3The Milliman HCGs provide a flexible but consistent basis for determining health claim costs and premium rates for a wide variety of health plans. The HCGs are developed as a result of Milliman’s continuing research on healthcare costs. First developed in 1954, the HCGs have been updated and expanded annually. They are continually monitored, as they are used in measuring the experience or evaluating the rates of health plans, and as they are compared with other data sources. The HCGs are a proprietary and cooperative effort of Milliman health actuaries and represent a combination of their experience, research, and judgment. Extensive data, both published and unpublished, are used in their development.

4The Milliman Medicare benchmarks are empirical models representing the experience of Medicare FFS populations across the nation. The loosely managed benchmarks represent plans that have some utilization review, preauthorization, and case management aimed at managing utilization. The well managed benchmarks represent nationwide experience in highly effective managed care environments (such as a staff model health maintenance organization [HMO] or a globally capitated provider group without FFS incentives) that efficiently apply utilization management principles across the entire continuum of medical care. Loosely managed represents average performance whereas well managed represents performance at approximately the 90th percentile in the range of healthcare management.

5Fitch, K., Pyenson, B., Berrios, M.E., & Engel, T. (August 6, 2014). Evaluating Opportunity in the CMMI BPCI Program: Comparison of PAC Utilization to Benchmarks. Milliman Healthcare Reform Briefing Paper. Retrieved December 20, 2018, from http://www.milliman.com/insight/2014/Evaluating-opportunity-in-the-CMMI-BPCI-program-Comparison-of-PAC-utilization-to-benchmarks/.

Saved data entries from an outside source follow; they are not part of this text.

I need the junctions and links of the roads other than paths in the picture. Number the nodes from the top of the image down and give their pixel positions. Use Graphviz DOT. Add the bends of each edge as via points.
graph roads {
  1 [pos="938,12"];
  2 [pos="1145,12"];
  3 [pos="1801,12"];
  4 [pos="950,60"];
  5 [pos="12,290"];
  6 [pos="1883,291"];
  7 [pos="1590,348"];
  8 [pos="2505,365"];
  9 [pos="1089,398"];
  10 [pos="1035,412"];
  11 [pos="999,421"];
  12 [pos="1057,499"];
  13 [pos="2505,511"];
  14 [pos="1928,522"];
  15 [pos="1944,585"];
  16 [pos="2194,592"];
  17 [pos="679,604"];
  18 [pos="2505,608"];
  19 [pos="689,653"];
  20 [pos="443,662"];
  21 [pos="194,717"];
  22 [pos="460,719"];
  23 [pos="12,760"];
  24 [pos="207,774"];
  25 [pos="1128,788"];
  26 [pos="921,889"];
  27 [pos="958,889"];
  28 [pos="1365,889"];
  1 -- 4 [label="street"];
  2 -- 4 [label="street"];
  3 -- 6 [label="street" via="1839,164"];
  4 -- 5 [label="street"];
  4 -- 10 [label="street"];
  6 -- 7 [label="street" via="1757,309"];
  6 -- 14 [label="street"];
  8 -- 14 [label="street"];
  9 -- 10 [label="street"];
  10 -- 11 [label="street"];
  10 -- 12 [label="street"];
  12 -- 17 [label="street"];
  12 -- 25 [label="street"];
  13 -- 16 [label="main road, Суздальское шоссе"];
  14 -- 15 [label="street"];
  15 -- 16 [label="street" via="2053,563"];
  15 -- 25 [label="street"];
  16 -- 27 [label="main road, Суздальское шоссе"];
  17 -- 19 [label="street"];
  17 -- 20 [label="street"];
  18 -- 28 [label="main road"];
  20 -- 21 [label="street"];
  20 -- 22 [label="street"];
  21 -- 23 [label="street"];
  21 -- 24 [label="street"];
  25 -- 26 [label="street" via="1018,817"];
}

6The Milliman PAC benchmarks are generated using the Medicare 100% health claims data for 2017. The PAC utilization national average and 5th percentile best-performing benchmarks by DRG represent the 30-day PAC experience in key categories of care for FFS Medicare beneficiaries (including those who are dually eligible for Medicaid) by hospital referral regions (HRR). National average benchmarks reflect average utilization of PAC services across all anchor cases by DRG. The 5th percentile best-performing benchmarks for a given anchor DRG were determined by summarizing the PAC utilization experience for hospitals in each HRR determined to be “top performers” for each DRG.